Pemerintah menerapkan kebijakan Work From Anywhere (WFA) bagi Aparatur Sipil Negara (ASN) dan pekerja swasta menjelang serta setelah libur Lebaran 2026. Kebijakan ini diambil untuk memberikan fleksibilitas kerja sekaligus menjaga kelancaran pelayanan publik selama masa libur nasional dan cuti bersama.

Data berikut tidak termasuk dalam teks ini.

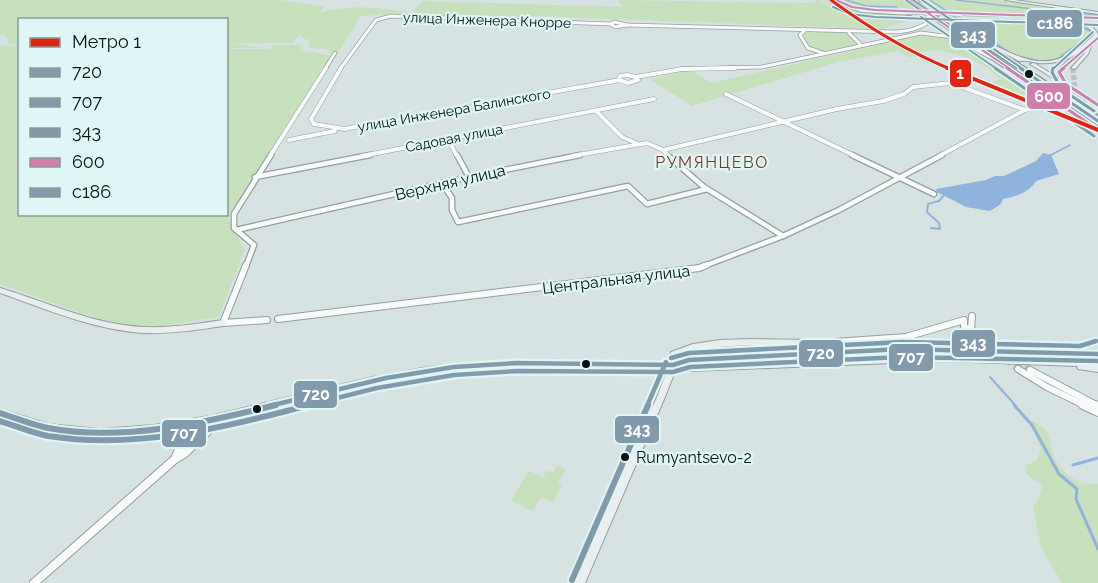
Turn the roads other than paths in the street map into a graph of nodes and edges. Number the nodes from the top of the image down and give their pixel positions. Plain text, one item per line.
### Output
1 (834, 0) edge
2 (909, 0) edge
3 (921, 0) edge
4 (1000, 0) edge
5 (1007, 0) edge
6 (926, 11) junction
7 (1047, 17) junction
8 (1098, 17) edge
9 (806, 30) junction
10 (839, 31) junction
11 (977, 38) junction
12 (1098, 38) edge
13 (1090, 44) junction
14 (859, 46) junction
15 (335, 53) dead end
16 (830, 53) junction
17 (993, 58) junction
18 (1019, 58) junction
19 (1073, 68) dead end
20 (636, 77) junction
21 (620, 80) junction
22 (1066, 84) junction
23 (726, 94) dead end
24 (654, 99) dead end
25 (1085, 103) tunnel mouth
26 (1062, 105) junction
27 (1098, 105) edge
28 (1025, 110) junction
29 (596, 111) junction
30 (1098, 112) edge
31 (1098, 119) edge
32 (781, 123) junction
33 (345, 129) junction
34 (1098, 130) edge
35 (289, 140) dead end
36 (448, 140) junction
37 (639, 144) junction
38 (663, 150) junction
39 (255, 177) junction
40 (469, 177) junction
41 (896, 178) junction
42 (442, 183) junction
43 (707, 189) junction
44 (934, 194) dead end
45 (236, 230) junction
46 (783, 236) junction
47 (0, 290) edge
48 (972, 316) dead end
49 (278, 319) dead end
50 (267, 320) dead end
51 (223, 323) junction
52 (800, 342) junction
53 (985, 344) tunnel mouth
54 (996, 345) tunnel mouth
55 (1098, 348) edge
56 (902, 349) junction
57 (1081, 354) junction
58 (1098, 354) edge
59 (1059, 363) junction
60 (1098, 363) edge
61 (673, 365) junction
62 (1018, 369) tunnel mouth
63 (1098, 369) edge
64 (1030, 370) tunnel mouth
65 (1098, 406) edge
66 (1098, 412) edge
67 (0, 413) edge
68 (222, 417) junction
69 (168, 428) junction
70 (175, 459) junction
71 (34, 583) edge
72 (579, 583) edge

1 - 7 main road, bridge
2 - 6 highway
3 - 11 highway
4 - 7 main road
5 - 8 main road
6 - 10 street, улица Инженера Кнорре
6 - 17 highway
7 - 8 main road
7 - 18 main road
9 - 10 street, улица Инженера Кнорре
9 - 16 street
9 - 33 street, улица Инженера Кнорре
10 - 14 street
11 - 18 main road
11 - 31 highway
12 - 13 main road
13 - 19 main road
13 - 22 main road
14 - 16 street, улица Инженера Балинского
14 - 17 street, улица Инженера Балинского
15 - 39 street
16 - 20 street, улица Инженера Балинского
17 - 26 highway
18 - 22 main road
20 - 21 street, улица Инженера Балинского
20 - 21 street, улица Инженера Балинского
21 - 33 street, улица Инженера Балинского
22 - 27 main road
23 - 32 street
24 - 29 street, Садовая улица
25 - 30 main road
26 - 28 street, Центральная улица
26 - 34 highway
28 - 32 street, Верхняя улица
28 - 41 street, Центральная улица
29 - 36 street, Садовая улица
29 - 37 street
32 - 38 street, Верхняя улица
32 - 41 street
33 - 35 street, улица Инженера Балинского
36 - 39 street, Садовая улица
36 - 40 street
37 - 38 street, Верхняя улица
37 - 40 street, Верхняя улица
38 - 43 street
39 - 45 street
40 - 42 street, Верхняя улица
41 - 44 street
41 - 46 street, Центральная улица
42 - 43 street
42 - 45 street, Верхняя улица
43 - 46 street
45 - 51 street
46 - 49 street, Центральная улица
47 - 51 main road
48 - 54 street
50 - 51 street
52 - 53 street
52 - 56 main road
52 - 61 main road
55 - 57 main road
56 - 57 main road
56 - 61 main road
57 - 58 main road
59 - 60 main road
59 - 61 main road
59 - 63 main road
61 - 68 main road
61 - 72 main road
62 - 66 street
64 - 65 street
67 - 69 main road
68 - 69 main road
68 - 70 street
69 - 70 street
70 - 71 street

Melalui pengaturan ini, pegawai dapat menjalankan tugas dari lokasi selain kantor tanpa mengurangi tanggung jawab pekerjaan. Namun pemerintah menegaskan bahwa kebijakan WFA bukan berarti penambahan hari libur.
Jadwal WFA Lebaran 2026 untuk ASN
Kebijakan WFA bagi ASN diatur dalam Surat Edaran Menteri PANRB Nomor 2 Tahun 2026 tentang penyesuaian pelaksanaan tugas kedinasan selama libur nasional dan cuti bersama Hari Suci Nyepi serta Idul Fitri 1447 Hijriah. Berdasarkan aturan tersebut, ASN dapat menjalankan sistem kerja WFA pada beberapa hari sebelum dan sesudah masa libur.
Berikut jadwal WFA bagi ASN:
Sebelum libur Nyepi
- Senin, 16 Maret 2026
- Selasa, 17 Maret 2026
Setelah libur Idul Fitri
- Rabu, 25 Maret 2026
- Kamis, 26 Maret 2026
- Jumat, 27 Maret 2026
Menurut Kementerian PANRB, pengaturan kerja ini bertujuan memastikan pelayanan publik tetap berjalan optimal meskipun banyak pegawai yang melakukan perjalanan selama periode libur panjang.
Jadwal WFA Lebaran 2026 untuk Pegawai Swasta
Selain ASN, kebijakan WFA juga diberlakukan bagi pekerja di sektor swasta. Ketentuan tersebut tercantum dalam Surat Edaran Menteri Ketenagakerjaan Nomor M/2/HK.04/II/2026 tentang pelaksanaan kerja dari lokasi lain bagi pekerja atau buruh selama masa libur Nyepi dan Idul Fitri.
Adapun jadwal WFA bagi pekerja swasta adalah sebagai berikut:
- Senin, 16 Maret 2026
- Selasa, 17 Maret 2026
- Rabu, 25 Maret 2026
- Kamis, 26 Maret 2026
- Jumat, 27 Maret 2026
Kebijakan ini memungkinkan perusahaan mengatur sistem kerja yang lebih fleksibel selama periode libur panjang.
Sektor yang Tidak Berlaku WFA
Meski demikian, tidak semua sektor dapat menerapkan sistem kerja WFA. Beberapa bidang yang berkaitan langsung dengan pelayanan masyarakat atau operasional produksi tetap harus bekerja seperti biasa.
Sektor yang umumnya tidak termasuk dalam kebijakan WFA antara lain:
- Layanan kesehatan
- Logistik dan transportasi
- Keamanan
- Perhotelan dan hospitality
- Pusat perbelanjaan
- Manufaktur
- Industri makanan dan minuman
- Sektor esensial lain yang berkaitan dengan kelangsungan produksi
Selain itu, pelaksanaan WFA juga tidak dihitung sebagai cuti tahunan, sehingga pegawai tetap menjalankan kewajiban pekerjaan meskipun bekerja dari lokasi yang berbeda.
Kesimpulan
Pemerintah menerapkan kebijakan Work From Anywhere bagi ASN dan pekerja swasta pada 16–17 Maret serta 25–27 Maret 2026 selama periode libur panjang Nyepi dan Idul Fitri 1447 H. Kebijakan ini bertujuan memberikan fleksibilitas kerja sekaligus memastikan pelayanan publik dan aktivitas perusahaan tetap berjalan dengan baik.